It’s a subject that affects us all: body image

And it's the theme for this year's Mental Health Awareness Week.

The theme for this year’s Mental Health Awareness Week, which takes place from Monday 13th to Sunday 19th May 2019 is body image: how we think and feel about our bodies.

Body image issues can affect any one of us at any age. It can impact not only on our physical health but also on how we feel, which can then affect our relationships, sleep, our stress levels and the way we deal with problems – our mental health.

All of us live with our bodies as they evolve and change over the years, just as all of us have a role in shaping an inclusive culture where we help others (and ourselves) feel comfortable in their own skin. Physical health conditions such as cancer and chronic pain can all change the way we relate to our bodies as well as living with mental health problems, learning disabilities and autism spectrum disorder. Ethnicity, race, culture and sexual identity are also impacted by specific issues in relation to body image.

The Mental Health Foundation found that 30% of all adults felt so stressed by body image and appearance that they felt overwhelmed or unable to cope. That’s almost one in every three people.

Read their full report: Body image: how we think and feel about our bodies.

Why does body image matter?

Our bodies are wonderful things. And yet, some  of us find our bodies shameful, ugly and distressing. Social media does not help – we’re bombarded with imagery telling us how we should look. Or perhaps we’ve been teased or bullied – by friends, colleagues or family.

Girls and young women are particularly vulnerable to poor body image. However, boys and men are increasingly affected too. There are various types of eating disorders including anorexia and bulimia. There is also a condition called body dysmorphic disorder where a person spends a lot of time worrying about flaws in their appearance, but these flaws are often unnoticeable to others and perception is distorted.

If you are concerned that you may have an eating disorder, there is a quick eating attitudes test.

Because most people hide eating disorders, it is hard to accurately quantify the levels; however various statistics indicate that:

  • Between 725,000 and 1.6 million people in the UK are directly affected by eating disorders, with the true number possibly as high as four million
  • 8% of women are thought to have suffered from bulimia at some stage of their life
  • Up to 25% of Britons struggling with eating disorders may be male
  • The number of people diagnosed with eating disorders has increased by 15% since 2000 with the numbers of men diagnosed increasing.

Body image is closely linked with mental health

The more comfortable you are with your body, the greater your overall wellbeing, and the less likely you are to engage in destructive behaviours.  Sadly, eating disorders have the highest mortality rates among psychiatric disorders.

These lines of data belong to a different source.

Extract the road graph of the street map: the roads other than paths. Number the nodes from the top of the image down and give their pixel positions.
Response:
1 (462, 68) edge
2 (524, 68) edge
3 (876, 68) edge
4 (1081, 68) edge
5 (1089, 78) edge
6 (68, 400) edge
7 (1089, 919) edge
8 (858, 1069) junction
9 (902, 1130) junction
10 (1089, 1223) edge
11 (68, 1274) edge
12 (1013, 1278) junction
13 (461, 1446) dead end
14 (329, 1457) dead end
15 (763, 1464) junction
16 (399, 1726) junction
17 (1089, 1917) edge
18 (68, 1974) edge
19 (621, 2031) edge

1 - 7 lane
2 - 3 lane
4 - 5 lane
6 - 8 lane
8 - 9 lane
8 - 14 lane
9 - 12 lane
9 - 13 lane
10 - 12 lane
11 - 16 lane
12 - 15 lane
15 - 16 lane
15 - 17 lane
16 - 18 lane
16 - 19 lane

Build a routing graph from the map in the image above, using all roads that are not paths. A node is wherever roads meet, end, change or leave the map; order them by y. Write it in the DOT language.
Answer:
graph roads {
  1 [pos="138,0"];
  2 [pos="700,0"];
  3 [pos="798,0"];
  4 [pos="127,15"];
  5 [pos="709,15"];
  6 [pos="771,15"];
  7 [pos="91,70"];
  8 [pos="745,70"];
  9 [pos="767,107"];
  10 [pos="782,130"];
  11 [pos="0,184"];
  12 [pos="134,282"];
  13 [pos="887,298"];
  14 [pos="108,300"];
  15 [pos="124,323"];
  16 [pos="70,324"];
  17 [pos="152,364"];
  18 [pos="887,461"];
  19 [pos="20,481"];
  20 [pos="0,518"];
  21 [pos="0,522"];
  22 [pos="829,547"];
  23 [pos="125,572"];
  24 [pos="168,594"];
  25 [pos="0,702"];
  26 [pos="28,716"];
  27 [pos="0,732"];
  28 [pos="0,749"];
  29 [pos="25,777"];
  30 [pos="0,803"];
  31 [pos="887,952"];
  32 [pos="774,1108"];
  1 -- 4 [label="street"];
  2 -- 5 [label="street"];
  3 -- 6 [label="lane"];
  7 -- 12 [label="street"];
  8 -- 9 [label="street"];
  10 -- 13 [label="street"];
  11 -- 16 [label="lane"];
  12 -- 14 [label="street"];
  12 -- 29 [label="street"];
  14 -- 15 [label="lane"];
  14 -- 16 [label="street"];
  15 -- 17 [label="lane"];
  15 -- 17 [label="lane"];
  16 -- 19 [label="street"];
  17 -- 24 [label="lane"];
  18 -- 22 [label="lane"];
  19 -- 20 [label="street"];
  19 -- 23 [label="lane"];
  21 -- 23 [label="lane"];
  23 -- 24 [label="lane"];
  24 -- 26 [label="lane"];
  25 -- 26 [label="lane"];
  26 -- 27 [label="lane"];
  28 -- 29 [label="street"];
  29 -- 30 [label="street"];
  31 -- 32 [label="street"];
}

While cultural and social pressures do not directly cause eating disorders, they can make those particularly vulnerable to developing an eating disorder feel more pressure to look a certain way and they can trigger an eating disorder.

So let’s be kinder to our bodies as a guard against the individual, family and cultural influences that can lead to an overwhelming sense of dissatisfaction with our bodies.

We need to change our cultural values, parenting styles, schooling approaches, use of technology, advertising standards and the hurtful discrimination.

There’s so much more to life!

So what can you do?

  • Follow the Mental Health Foundation’s website over the next week to see the new information and sources of advice
  • Or if you think you may have an eating disorder, you can speak to your GP, OH provider or initially look at websites like Beat Eating Disorders or Anorexia Bulimia Care
  • Speak out about your dissatisfaction with the focus on appearance and lack of size acceptance
  • De-emphasise numbers. Pounds on a scale don’t tell us anything meaningful about the body as a whole or our health
  • Stop comparing yourself to others. you are unique and you can’t get a sense of your own body’s needs and abilities by comparing it to someone else
  • Question the degree to which your self-esteem depends on your appearance. If we base our happiness on how we look it is likely to lead to failure and frustration and may prevent us from finding true happiness
  • Broaden your perspective about health and beauty by reading about body image, cultural variances, or media influence. Recognise that size prejudice is a form of discrimination similar to other forms of discrimination. Being a healthy weight is important for health, but shape and size are not indicators of character, morality, intelligence, or success.

Each of us will have a positive body image when we have a realistic perception of our bodies when we enjoy, accept and celebrate how we are and let go of negative societal or media perpetuated conditioning.